Newly appointed Prime Minister Enrico Letta (L) rings the silver bell, to signify the start of his first cabinet meeting next to outgoing Prime Minister Mario Monti at Chigi palace in Rome, April 28, 2013.

Credit: Reuters/ Giampiero Sposito

ROME | Mon Jul 1, 2013 8:15am EDT

ROME (Reuters) - Former Italian Prime Minister Mario Monti has warned he may withdraw support for the coalition government of Enrico Letta if it cannot resolve disagreements between its main partners and push ahead with economic reforms to tackle a deep recession.

Monti's Civic Choice alliance has too few seats in parliament to bring down the government, but his warning is a sign of growing concern at the slow pace of reform because of disagreements between the center-left and center-right parties which are the main planks of Letta's coalition.

"Without a change in direction, we do not think that in the long-term we will be able to support a government impacted by growing ambiguities," Monti wrote on his Facebook page.

Monti, who introduced pension and labor reform, spending cuts and tax hikes while head of a year-long technocrat government that came to power at the height of a financial crisis in November 2011, said Letta had started well since taking over in April.

But he said the government needed to overcome differences between and within the coalition parties so it could push on with radical reforms to boost growth and make Italy more competitive.

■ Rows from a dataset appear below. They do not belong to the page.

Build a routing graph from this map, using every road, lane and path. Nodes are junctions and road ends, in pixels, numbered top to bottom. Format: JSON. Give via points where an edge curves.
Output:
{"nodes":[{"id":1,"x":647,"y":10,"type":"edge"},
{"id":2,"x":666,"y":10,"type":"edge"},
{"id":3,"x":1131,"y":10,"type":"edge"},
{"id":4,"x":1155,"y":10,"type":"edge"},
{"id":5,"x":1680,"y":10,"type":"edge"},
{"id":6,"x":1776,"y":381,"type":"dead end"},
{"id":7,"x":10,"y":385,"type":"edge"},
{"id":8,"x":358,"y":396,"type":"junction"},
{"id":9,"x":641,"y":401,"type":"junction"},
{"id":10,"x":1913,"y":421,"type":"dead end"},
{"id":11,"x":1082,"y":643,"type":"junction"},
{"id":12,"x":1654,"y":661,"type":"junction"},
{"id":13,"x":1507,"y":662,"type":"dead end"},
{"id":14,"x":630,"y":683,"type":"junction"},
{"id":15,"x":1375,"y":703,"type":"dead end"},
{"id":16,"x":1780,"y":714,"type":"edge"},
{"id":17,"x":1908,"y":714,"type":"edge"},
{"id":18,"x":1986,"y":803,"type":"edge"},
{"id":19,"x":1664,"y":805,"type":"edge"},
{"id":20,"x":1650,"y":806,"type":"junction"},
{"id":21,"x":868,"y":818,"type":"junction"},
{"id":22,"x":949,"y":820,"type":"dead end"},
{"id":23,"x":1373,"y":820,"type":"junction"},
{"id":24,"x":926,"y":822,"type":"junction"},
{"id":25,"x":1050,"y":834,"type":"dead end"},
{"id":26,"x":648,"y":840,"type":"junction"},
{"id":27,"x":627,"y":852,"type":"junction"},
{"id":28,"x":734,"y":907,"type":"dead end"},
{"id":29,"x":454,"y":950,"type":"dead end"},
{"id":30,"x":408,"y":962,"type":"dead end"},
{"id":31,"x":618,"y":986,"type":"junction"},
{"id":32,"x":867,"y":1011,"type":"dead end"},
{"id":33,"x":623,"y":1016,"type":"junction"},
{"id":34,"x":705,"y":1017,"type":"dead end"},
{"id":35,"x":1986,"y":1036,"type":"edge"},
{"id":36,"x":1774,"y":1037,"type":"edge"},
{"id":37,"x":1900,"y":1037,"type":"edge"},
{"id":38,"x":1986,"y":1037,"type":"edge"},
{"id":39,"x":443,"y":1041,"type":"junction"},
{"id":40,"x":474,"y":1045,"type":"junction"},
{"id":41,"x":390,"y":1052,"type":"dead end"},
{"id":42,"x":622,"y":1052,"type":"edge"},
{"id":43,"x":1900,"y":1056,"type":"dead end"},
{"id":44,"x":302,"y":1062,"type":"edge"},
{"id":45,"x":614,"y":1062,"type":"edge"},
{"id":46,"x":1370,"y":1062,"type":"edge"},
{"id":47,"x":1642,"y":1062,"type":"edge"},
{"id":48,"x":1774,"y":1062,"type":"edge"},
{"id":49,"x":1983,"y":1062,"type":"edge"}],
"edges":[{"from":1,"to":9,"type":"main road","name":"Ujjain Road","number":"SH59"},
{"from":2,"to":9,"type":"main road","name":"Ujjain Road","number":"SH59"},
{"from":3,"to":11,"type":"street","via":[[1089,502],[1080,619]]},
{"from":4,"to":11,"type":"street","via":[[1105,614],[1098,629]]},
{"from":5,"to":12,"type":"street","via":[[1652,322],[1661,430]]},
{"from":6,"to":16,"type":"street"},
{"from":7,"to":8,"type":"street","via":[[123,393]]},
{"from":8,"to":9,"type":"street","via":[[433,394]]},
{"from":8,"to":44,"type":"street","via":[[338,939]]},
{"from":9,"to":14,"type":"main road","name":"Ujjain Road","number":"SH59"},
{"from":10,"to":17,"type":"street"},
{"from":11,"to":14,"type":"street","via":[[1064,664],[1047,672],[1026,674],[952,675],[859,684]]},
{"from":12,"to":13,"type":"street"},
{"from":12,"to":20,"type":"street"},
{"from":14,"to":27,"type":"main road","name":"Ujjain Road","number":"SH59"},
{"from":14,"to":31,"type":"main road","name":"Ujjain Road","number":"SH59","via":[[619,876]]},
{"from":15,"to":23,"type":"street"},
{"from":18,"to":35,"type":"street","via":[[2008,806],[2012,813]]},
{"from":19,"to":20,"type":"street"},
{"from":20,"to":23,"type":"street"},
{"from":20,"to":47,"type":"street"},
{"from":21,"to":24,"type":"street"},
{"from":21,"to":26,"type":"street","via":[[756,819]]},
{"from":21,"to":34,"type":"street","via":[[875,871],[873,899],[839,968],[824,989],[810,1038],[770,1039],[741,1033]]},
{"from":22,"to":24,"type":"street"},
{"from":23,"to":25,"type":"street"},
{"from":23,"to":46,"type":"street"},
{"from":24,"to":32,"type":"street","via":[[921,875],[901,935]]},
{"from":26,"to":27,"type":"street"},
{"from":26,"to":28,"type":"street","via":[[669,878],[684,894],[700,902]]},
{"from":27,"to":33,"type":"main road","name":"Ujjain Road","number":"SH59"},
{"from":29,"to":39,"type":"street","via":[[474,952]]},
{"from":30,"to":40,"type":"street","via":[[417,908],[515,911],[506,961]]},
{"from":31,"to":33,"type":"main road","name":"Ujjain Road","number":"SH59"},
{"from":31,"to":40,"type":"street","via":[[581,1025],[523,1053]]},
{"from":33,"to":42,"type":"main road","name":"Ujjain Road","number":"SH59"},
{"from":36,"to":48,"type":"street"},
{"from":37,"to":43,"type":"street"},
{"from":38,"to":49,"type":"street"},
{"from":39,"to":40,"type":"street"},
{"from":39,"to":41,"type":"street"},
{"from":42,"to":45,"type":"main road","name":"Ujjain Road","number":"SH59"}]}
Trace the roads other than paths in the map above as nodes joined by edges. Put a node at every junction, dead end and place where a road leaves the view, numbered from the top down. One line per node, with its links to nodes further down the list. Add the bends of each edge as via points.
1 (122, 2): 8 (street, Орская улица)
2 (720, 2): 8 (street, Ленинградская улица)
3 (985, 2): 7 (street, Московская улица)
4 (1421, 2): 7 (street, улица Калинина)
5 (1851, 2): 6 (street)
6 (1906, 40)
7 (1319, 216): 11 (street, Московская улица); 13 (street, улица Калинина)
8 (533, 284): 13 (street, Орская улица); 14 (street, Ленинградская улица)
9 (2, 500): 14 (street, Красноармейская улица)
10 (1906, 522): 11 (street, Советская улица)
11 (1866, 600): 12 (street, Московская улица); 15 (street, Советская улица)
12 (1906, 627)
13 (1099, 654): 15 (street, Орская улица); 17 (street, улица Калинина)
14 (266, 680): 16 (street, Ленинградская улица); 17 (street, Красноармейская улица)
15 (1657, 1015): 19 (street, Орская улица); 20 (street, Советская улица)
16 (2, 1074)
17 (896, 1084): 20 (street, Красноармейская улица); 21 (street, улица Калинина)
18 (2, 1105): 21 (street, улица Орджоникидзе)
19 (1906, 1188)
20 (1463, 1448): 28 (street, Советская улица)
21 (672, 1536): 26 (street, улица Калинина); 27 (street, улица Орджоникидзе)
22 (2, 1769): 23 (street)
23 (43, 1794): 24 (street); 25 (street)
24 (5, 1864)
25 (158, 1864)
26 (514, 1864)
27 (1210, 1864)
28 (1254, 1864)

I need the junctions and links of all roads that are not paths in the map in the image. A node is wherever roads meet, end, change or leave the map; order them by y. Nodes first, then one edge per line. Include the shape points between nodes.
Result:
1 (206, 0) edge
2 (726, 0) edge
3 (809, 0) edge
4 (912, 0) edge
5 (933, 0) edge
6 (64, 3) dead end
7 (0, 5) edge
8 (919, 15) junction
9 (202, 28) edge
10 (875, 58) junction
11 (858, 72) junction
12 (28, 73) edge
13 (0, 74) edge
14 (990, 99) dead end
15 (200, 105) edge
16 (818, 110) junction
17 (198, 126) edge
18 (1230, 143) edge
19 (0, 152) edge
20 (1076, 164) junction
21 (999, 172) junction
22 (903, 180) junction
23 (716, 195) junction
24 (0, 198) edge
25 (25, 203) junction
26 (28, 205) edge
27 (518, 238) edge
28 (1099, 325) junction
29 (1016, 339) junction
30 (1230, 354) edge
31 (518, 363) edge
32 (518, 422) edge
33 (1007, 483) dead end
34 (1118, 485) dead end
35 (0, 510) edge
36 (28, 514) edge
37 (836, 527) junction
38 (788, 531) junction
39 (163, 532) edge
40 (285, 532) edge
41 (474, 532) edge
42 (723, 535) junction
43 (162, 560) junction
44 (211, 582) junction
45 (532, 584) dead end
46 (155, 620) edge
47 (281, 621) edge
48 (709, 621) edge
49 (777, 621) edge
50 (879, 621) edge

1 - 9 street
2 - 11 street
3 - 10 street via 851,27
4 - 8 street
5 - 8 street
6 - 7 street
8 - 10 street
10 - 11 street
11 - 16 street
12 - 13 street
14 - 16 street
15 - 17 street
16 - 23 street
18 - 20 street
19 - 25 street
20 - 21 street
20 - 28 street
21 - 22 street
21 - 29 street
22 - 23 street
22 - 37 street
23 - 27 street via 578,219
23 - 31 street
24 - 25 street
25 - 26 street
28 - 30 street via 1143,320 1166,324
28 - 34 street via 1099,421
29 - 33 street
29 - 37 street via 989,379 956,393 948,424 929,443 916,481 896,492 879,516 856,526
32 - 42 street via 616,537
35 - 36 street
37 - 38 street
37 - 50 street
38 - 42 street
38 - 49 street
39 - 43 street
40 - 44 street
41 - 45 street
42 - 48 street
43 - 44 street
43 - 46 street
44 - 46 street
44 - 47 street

Italy is deep in its longest recession since World War Two, with unemployment at record levels.

He urged Letta to draw up a coalition contract to ensure those reforms were carried out regardless of uncertainties within the two major parties.

Letta's center-left Democratic Party (PD) will elect a new leader in the autumn and the center-right People of Freedom (PDL) party faces uncertainty due to the mounting legal woes of its leader Silvio Berlusconi. He was convicted last week on charges of paying for sex with a minor and abuse of power.

The PD and PDL are already at odds over the center-right's demand for the scrapping of a housing tax introduced by Monti, despite strained public finances and the need to keep within European Union borrowing limits.

Monti was brought down by Berlusconi's PDL last December, precipitating an election in February that was followed by a long political paralysis finally overcome in April when Letta took power at the head of an uncomfortable left-right coalition.